[Recorded data]
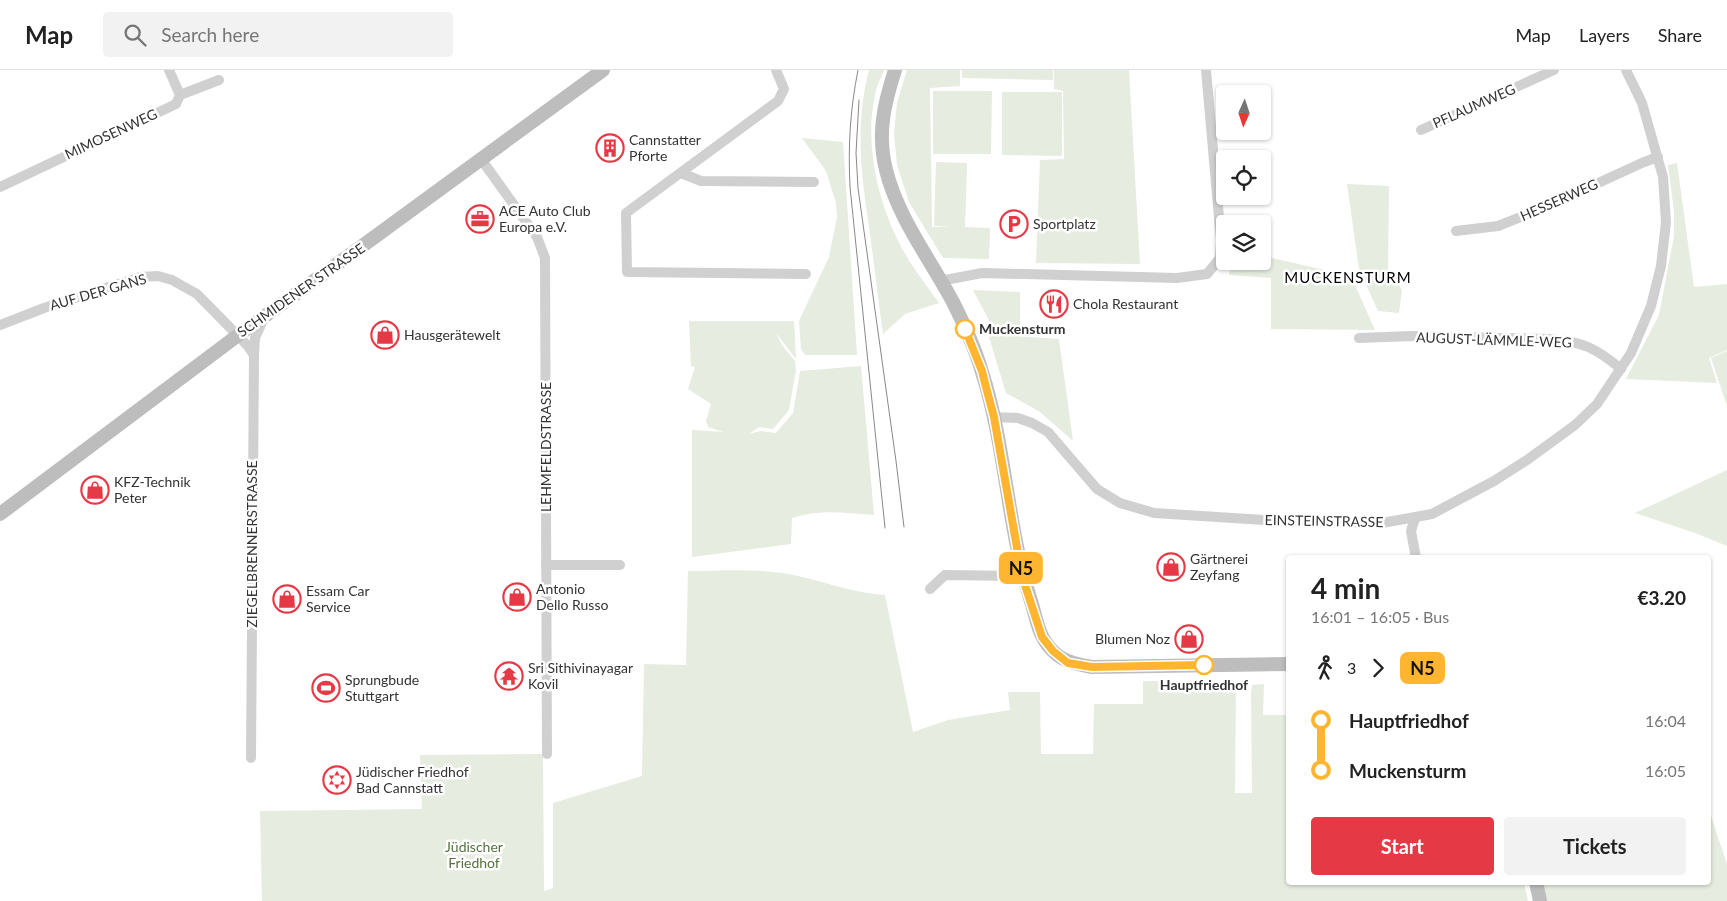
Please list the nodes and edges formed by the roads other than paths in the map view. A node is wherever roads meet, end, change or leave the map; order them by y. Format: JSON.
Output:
{"nodes":[{"id":1,"x":169,"y":70,"type":"edge"},
{"id":2,"x":604,"y":70,"type":"edge"},
{"id":3,"x":776,"y":70,"type":"edge"},
{"id":4,"x":895,"y":70,"type":"edge"},
{"id":5,"x":1206,"y":70,"type":"edge"},
{"id":6,"x":1554,"y":70,"type":"edge"},
{"id":7,"x":1626,"y":70,"type":"edge"},
{"id":8,"x":219,"y":80,"type":"dead end"},
{"id":9,"x":180,"y":95,"type":"junction"},
{"id":10,"x":1421,"y":130,"type":"dead end"},
{"id":11,"x":1658,"y":157,"type":"junction"},
{"id":12,"x":481,"y":159,"type":"junction"},
{"id":13,"x":681,"y":173,"type":"junction"},
{"id":14,"x":814,"y":182,"type":"dead end"},
{"id":15,"x":0,"y":186,"type":"edge"},
{"id":16,"x":1456,"y":231,"type":"dead end"},
{"id":17,"x":806,"y":274,"type":"dead end"},
{"id":18,"x":940,"y":280,"type":"junction"},
{"id":19,"x":266,"y":315,"type":"junction"},
{"id":20,"x":0,"y":325,"type":"edge"},
{"id":21,"x":237,"y":336,"type":"junction"},
{"id":22,"x":1359,"y":338,"type":"dead end"},
{"id":23,"x":254,"y":355,"type":"junction"},
{"id":24,"x":1620,"y":369,"type":"junction"},
{"id":25,"x":994,"y":417,"type":"junction"},
{"id":26,"x":0,"y":514,"type":"edge"},
{"id":27,"x":1415,"y":518,"type":"junction"},
{"id":28,"x":1415,"y":555,"type":"edge"},
{"id":29,"x":546,"y":565,"type":"junction"},
{"id":30,"x":620,"y":565,"type":"dead end"},
{"id":31,"x":1022,"y":576,"type":"junction"},
{"id":32,"x":930,"y":589,"type":"dead end"},
{"id":33,"x":1286,"y":664,"type":"edge"},
{"id":34,"x":547,"y":754,"type":"dead end"},
{"id":35,"x":251,"y":758,"type":"dead end"},
{"id":36,"x":1537,"y":885,"type":"edge"},
{"id":37,"x":1540,"y":901,"type":"edge"}],
"edges":[{"from":1,"to":9,"type":"street"},
{"from":2,"to":12,"type":"street","name":"SCHMIDENER STRASSE"},
{"from":3,"to":13,"type":"street"},
{"from":4,"to":18,"type":"street"},
{"from":5,"to":18,"type":"street"},
{"from":6,"to":10,"type":"street","name":"PFLAUMWEG"},
{"from":7,"to":11,"type":"street","name":"EINSTEINSTRASSE"},
{"from":8,"to":9,"type":"street","name":"MIMOSENWEG"},
{"from":9,"to":15,"type":"street","name":"MIMOSENWEG"},
{"from":11,"to":16,"type":"street","name":"HESSERWEG"},
{"from":11,"to":24,"type":"street","name":"EINSTEINSTRASSE"},
{"from":12,"to":19,"type":"street","name":"SCHMIDENER STRASSE"},
{"from":12,"to":29,"type":"street","name":"LEHMFELDSTRASSE"},
{"from":13,"to":14,"type":"street"},
{"from":13,"to":17,"type":"street"},
{"from":18,"to":25,"type":"street"},
{"from":19,"to":21,"type":"street","name":"SCHMIDENER STRASSE"},
{"from":19,"to":23,"type":"street","name":"ZIEGELBRENNERSTRASSE"},
{"from":20,"to":21,"type":"street","name":"AUF DER GANS"},
{"from":21,"to":23,"type":"street"},
{"from":21,"to":26,"type":"street","name":"SCHMIDENER STRASSE"},
{"from":22,"to":24,"type":"street","name":"AUGUST-LÄMMLE-WEG"},
{"from":23,"to":35,"type":"street","name":"ZIEGELBRENNERSTRASSE"},
{"from":24,"to":27,"type":"street","name":"EINSTEINSTRASSE"},
{"from":25,"to":27,"type":"street","name":"EINSTEINSTRASSE"},
{"from":25,"to":31,"type":"street"},
{"from":27,"to":28,"type":"street"},
{"from":29,"to":30,"type":"street"},
{"from":29,"to":34,"type":"street","name":"LEHMFELDSTRASSE"},
{"from":31,"to":32,"type":"street"},
{"from":31,"to":33,"type":"street"},
{"from":36,"to":37,"type":"street"}]}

◆ What you have to do ◆
Each line above that contains the word "edges" must be copied.

◆ Written response ◆
Please list the nodes and edges formed by the roads other than paths in the map view. A node is wherever roads meet, end, change or leave the map; order them by y. Format: JSON.
"edges":[{"from":1,"to":9,"type":"street"},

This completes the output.